Eligibility criteria

• Inclusion Criteria:
• • Diagnosis of asthma for at least 12 months and confirmed at screening based on the Global Initiative for Asthma (GINA) 2020 Guidelines
• • Controlled asthma defined as no more than 1 canister of rescue inhaler per month over the last 3 months prior to baseline
• • Elevated FeNO level defined as ≥25 ppb
• • Participants, using as-needed SABA, ICS-naïve or with existing stable treatment (at least for 3 months prior to screening) with low to medium daily dose ICS (≤500 mcg of fluticasone propionate or comparable ICS daily dosage) potentially in combination with a LABA and/or LAMA as second controller, and/or with stable daily leukotriene receptor antagonist, leukotriene synthesis inhibitor and/or chromones
• • Prebronchodilator forced expiratory volume in 1 second (FEV1) ≥60% of predicted normal
• • Reversibility of at least 12% and 200 mL in FEV1 or forced vital capacity (FVC) after administration of 4 puffs (400 mcg) of albuterol/salbutamol or levalbuterol/levosalbutamol during screening or documented history of a reversibility test that meets this criteria within 5 years prior to screening or documented positive response to methacholine challenge (a decrease in FEV1 by 20% \[PC20\] of \<8 mg/mL) within 5 years prior to screening visit
• • Body weight between 50.0 and 105.0 kg, inclusive, if male, and between 40.0 and 95.0 kg, inclusive, if female, body mass index between 18.0 and 32.0 kg/m2
• • Male participants are eligible to participate if they use condom during study period
• • A female participant is eligible to participate if she is not pregnant or breastfeeding, and one of the following conditions applies: Is a woman of non-childbearing potential (WONCBP) OR Is a woman of childbearing potential (WOCBP) and agrees to use a contraceptive method that is highly effective
• • A WOCBP must have a negative highly sensitive pregnancy test within 36 hours before the first administration of study intervention
• Exclusion Criteria:
• Participants are excluded from the study if any of the following criteria apply:
• • Any clinically relevant abnormal findings in medical history, physical examination, vital signs, 12-lead ECG.

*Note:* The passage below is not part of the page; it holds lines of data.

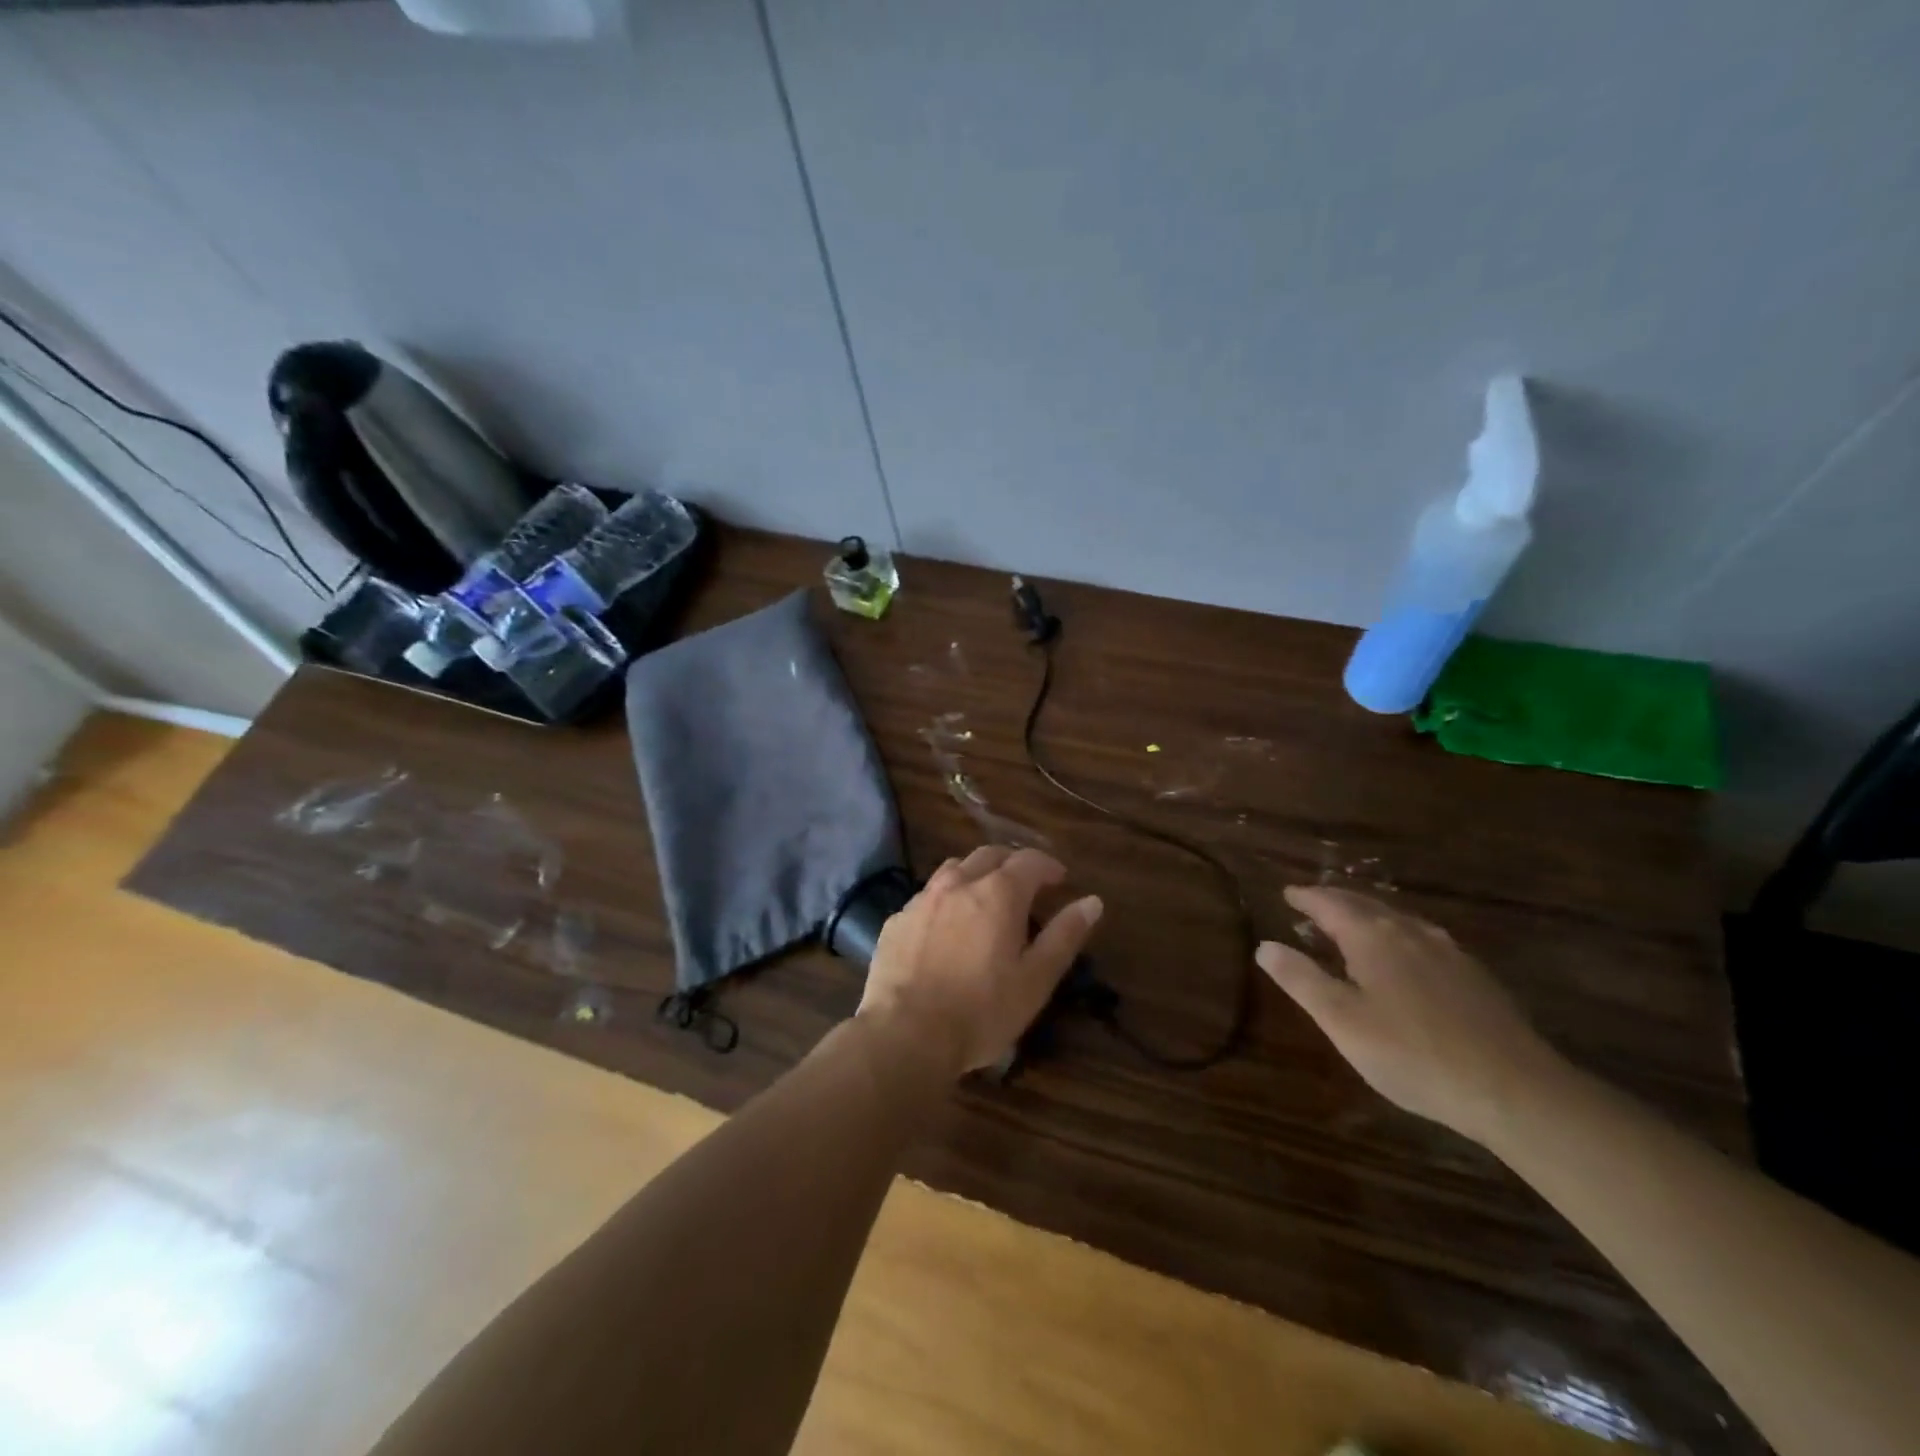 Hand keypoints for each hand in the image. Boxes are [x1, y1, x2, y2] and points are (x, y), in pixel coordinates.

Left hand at [858, 847, 1103, 1077]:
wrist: (906, 1034)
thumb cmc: (982, 1010)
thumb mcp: (1036, 979)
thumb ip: (1065, 936)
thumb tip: (1092, 901)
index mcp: (998, 893)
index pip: (1029, 860)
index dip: (1048, 866)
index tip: (1060, 879)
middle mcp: (958, 884)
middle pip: (989, 855)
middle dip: (1012, 863)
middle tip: (1026, 884)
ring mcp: (922, 900)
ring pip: (953, 869)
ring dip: (975, 874)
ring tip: (985, 898)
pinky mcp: (896, 921)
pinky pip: (926, 897)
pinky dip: (945, 901)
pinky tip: (945, 927)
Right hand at [1257, 887, 1568, 1142]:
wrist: (1515, 1090)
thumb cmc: (1413, 1053)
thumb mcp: (1342, 1020)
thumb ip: (1301, 980)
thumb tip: (1265, 945)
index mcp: (1372, 937)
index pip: (1330, 904)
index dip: (1306, 898)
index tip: (1287, 893)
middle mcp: (1409, 932)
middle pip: (1365, 905)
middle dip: (1335, 900)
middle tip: (1313, 902)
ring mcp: (1448, 952)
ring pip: (1398, 919)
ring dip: (1369, 915)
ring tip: (1353, 922)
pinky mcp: (1475, 976)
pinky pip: (1423, 938)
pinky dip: (1398, 934)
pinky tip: (1405, 955) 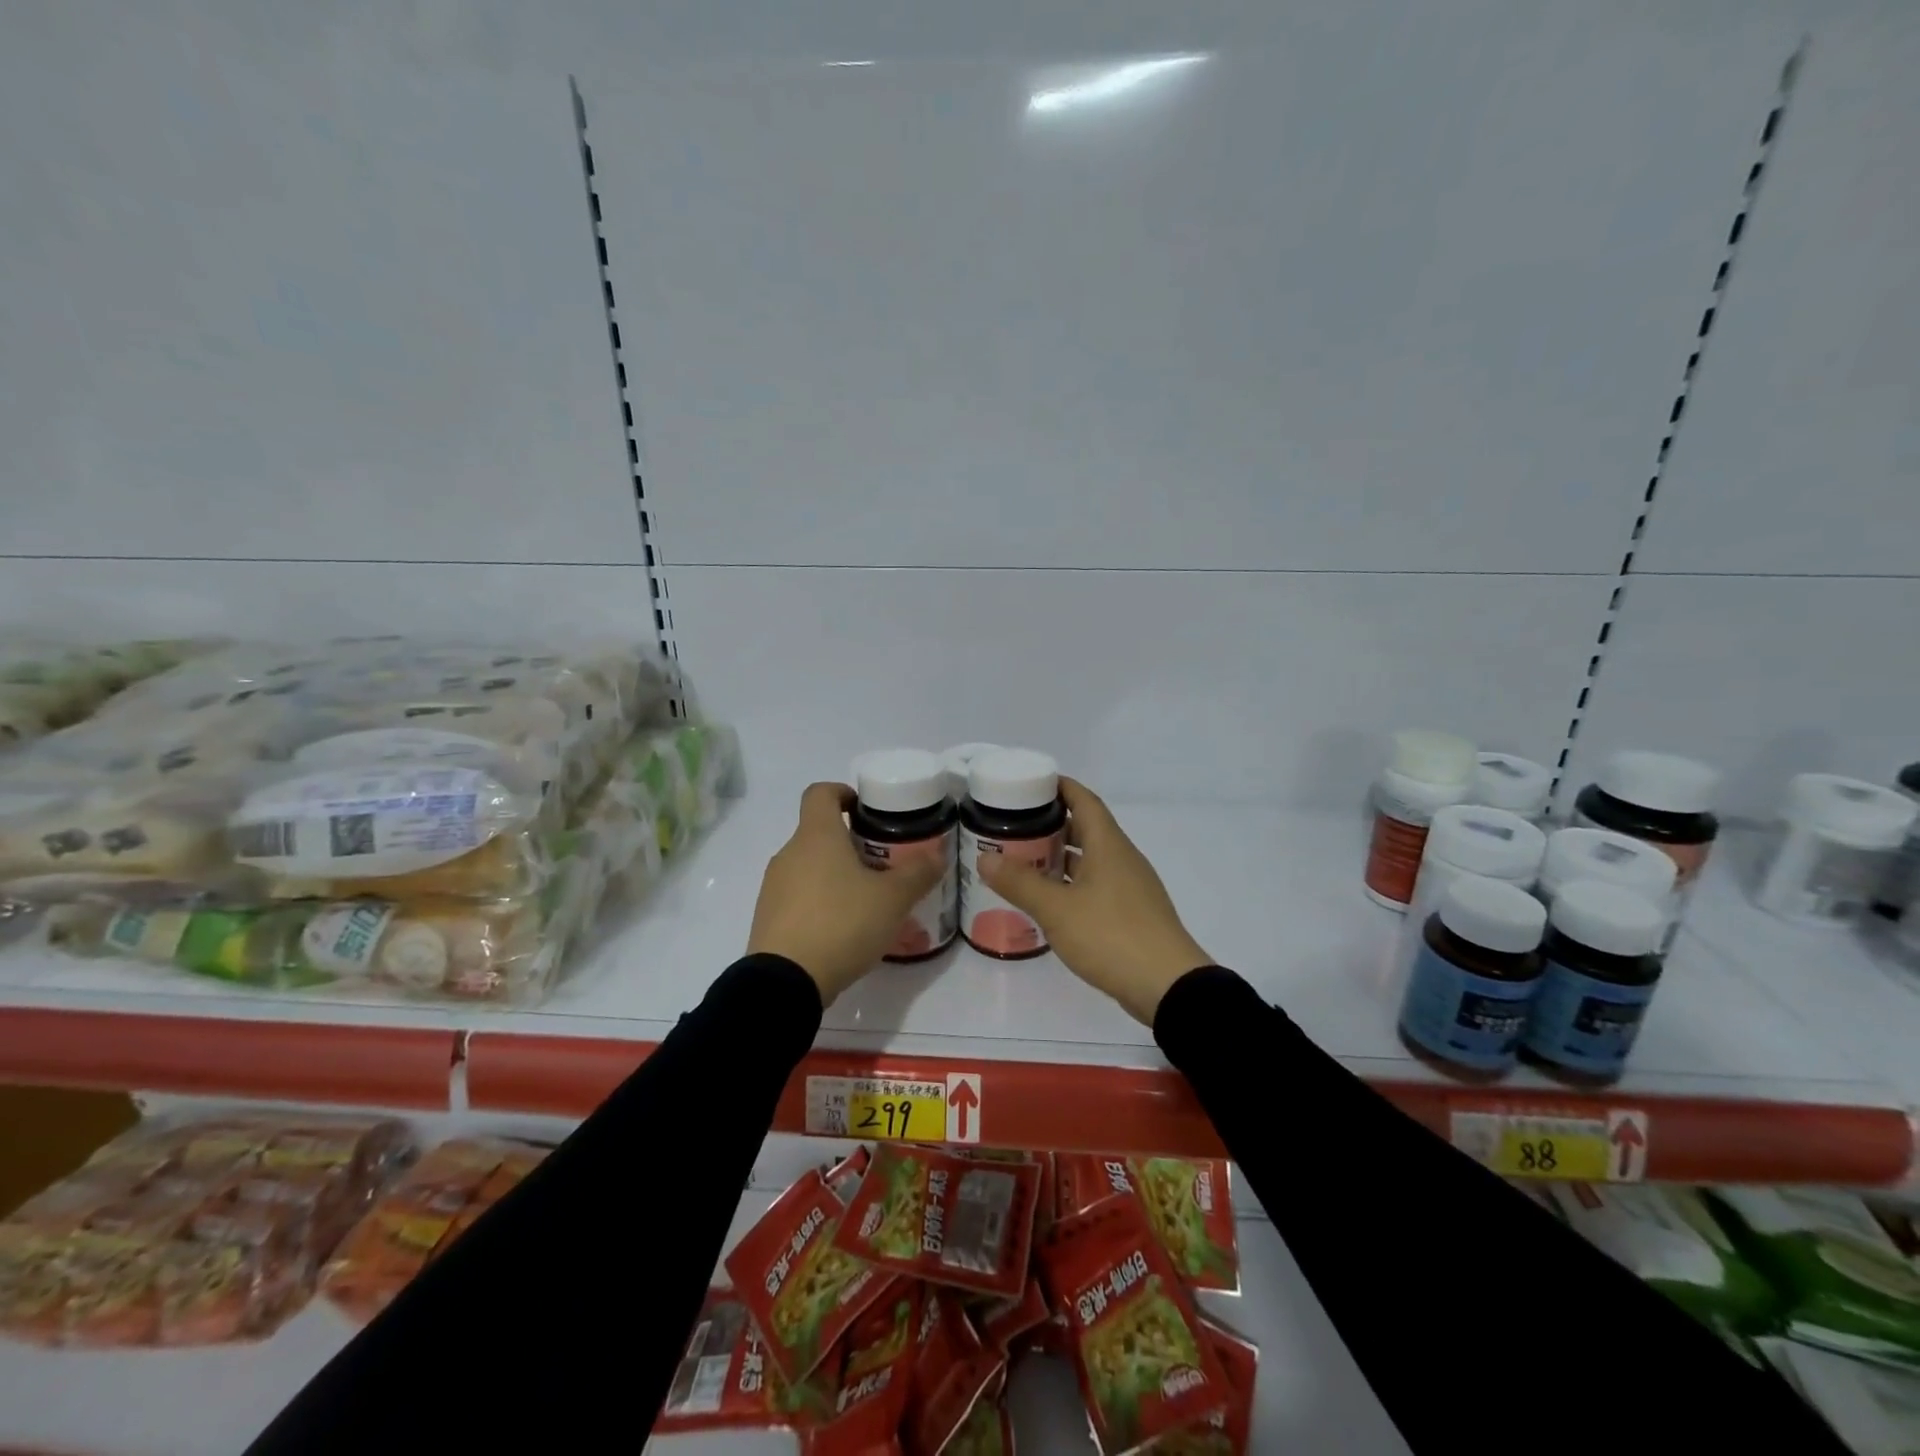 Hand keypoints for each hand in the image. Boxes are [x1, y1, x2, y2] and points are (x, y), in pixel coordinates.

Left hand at [747, 782, 946, 1004]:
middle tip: (883, 865)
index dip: (843, 793)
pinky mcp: (768, 918)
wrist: (785, 982)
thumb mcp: (892, 899)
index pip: (820, 792)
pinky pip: (799, 898)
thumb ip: (918, 873)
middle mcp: (789, 853)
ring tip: (868, 902)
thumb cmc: (841, 923)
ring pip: (809, 867)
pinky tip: (844, 930)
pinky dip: (820, 903)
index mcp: (816, 835)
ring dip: (836, 875)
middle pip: (819, 832)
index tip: (866, 810)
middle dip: (851, 844)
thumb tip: (937, 854)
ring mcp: (774, 887)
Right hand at [978, 778, 1209, 1024]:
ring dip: (1062, 857)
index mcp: (1109, 845)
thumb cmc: (1111, 935)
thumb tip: (985, 857)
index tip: (1030, 784)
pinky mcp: (1133, 913)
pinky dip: (1073, 883)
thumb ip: (1020, 882)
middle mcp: (1123, 858)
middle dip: (1053, 825)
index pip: (1084, 800)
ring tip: (1025, 861)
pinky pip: (1098, 885)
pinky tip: (1051, 900)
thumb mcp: (1057, 909)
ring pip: (1092, 859)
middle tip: (1015, 827)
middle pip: (1087, 829)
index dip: (1060, 787)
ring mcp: (1131, 887)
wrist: (1169, 987) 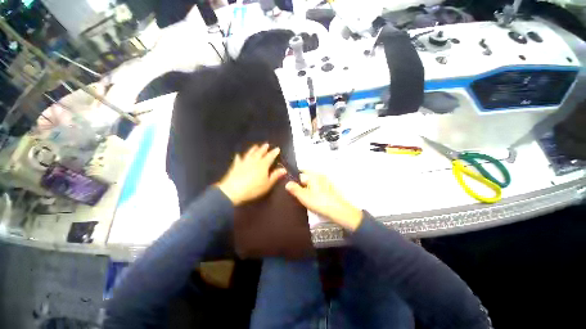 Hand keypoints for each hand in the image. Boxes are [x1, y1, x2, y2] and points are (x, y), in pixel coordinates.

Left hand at [216, 144, 286, 205]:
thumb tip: (284, 169)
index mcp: (263, 165)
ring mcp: (244, 162)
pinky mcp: (236, 165)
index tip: (277, 148)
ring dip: (253, 149)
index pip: (270, 156)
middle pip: (260, 153)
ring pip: (250, 153)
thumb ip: (275, 176)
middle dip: (264, 148)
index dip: (274, 152)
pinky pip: (238, 159)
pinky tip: (238, 154)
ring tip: (256, 146)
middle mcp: (254, 161)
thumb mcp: (267, 184)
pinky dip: (239, 156)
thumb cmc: (254, 188)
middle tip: (266, 144)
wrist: (234, 190)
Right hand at [285, 172, 362, 230]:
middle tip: (297, 193)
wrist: (337, 210)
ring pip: (313, 182)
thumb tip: (287, 183)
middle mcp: (320, 175)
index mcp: (313, 175)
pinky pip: (318, 186)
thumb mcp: (303, 196)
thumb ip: (294, 189)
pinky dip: (314, 190)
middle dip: (301, 184)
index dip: (294, 179)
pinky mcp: (330, 188)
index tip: (291, 186)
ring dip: (308, 188)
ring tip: (304, 197)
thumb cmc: (319, 201)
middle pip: (307, 177)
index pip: (301, 172)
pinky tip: (313, 198)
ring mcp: (326, 181) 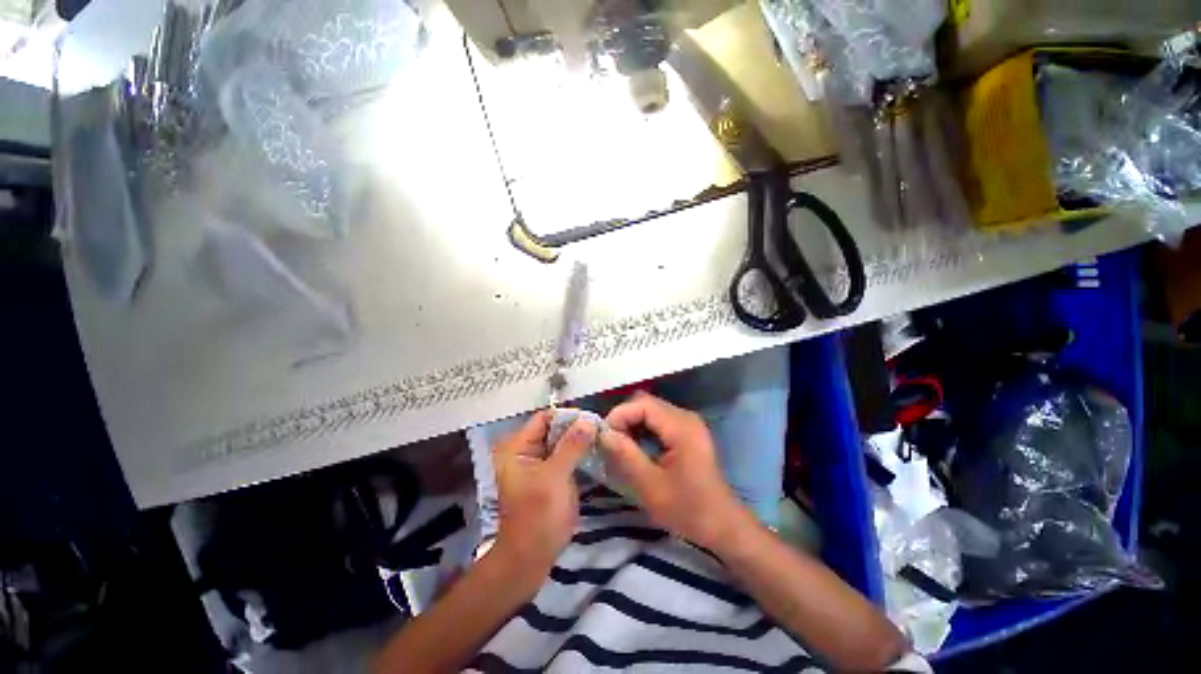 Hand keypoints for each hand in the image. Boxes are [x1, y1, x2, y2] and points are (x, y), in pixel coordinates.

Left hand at [491, 411, 594, 579]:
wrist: (531, 558)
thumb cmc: (538, 516)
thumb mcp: (555, 477)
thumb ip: (571, 446)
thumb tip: (588, 420)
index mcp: (518, 447)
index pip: (544, 418)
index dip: (567, 416)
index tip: (592, 419)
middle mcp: (527, 450)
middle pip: (554, 428)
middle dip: (576, 427)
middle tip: (602, 429)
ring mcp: (539, 463)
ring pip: (562, 441)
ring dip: (580, 440)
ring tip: (602, 438)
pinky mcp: (551, 475)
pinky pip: (566, 455)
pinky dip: (580, 452)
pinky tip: (596, 452)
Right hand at [600, 392, 752, 549]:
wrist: (722, 526)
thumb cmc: (688, 509)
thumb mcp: (651, 486)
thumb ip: (625, 455)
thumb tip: (603, 433)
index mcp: (681, 427)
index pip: (642, 403)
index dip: (619, 415)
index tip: (603, 437)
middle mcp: (685, 417)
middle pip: (646, 403)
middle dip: (624, 419)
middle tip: (610, 443)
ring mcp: (688, 424)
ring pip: (650, 411)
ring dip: (632, 425)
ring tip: (619, 448)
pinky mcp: (687, 433)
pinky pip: (658, 421)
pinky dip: (642, 430)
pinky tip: (636, 449)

• • Chronic lung disease, or another diagnosed pulmonary or systemic disease associated with elevated peripheral eosinophil counts.
• • History of life-threatening asthma, asthma exacerbation or use of systemic steroid within 3 months prior to screening visit
• • Worsening of asthma or respiratory infection within the last 6 weeks prior screening visit.
• • Symptomatic postural hypotension,history or presence of drug or alcohol abuse, current smoker or previous smoker with a smoking history \>10 pack-years.
• • Excessive consumption of beverages containing xanthine bases (more than 4 cups or glasses per day).
• • NOTE: Other Inclusion/Exclusion criteria may apply. The above information is not intended to contain all considerations relevant to a patient's potential participation in a clinical trial.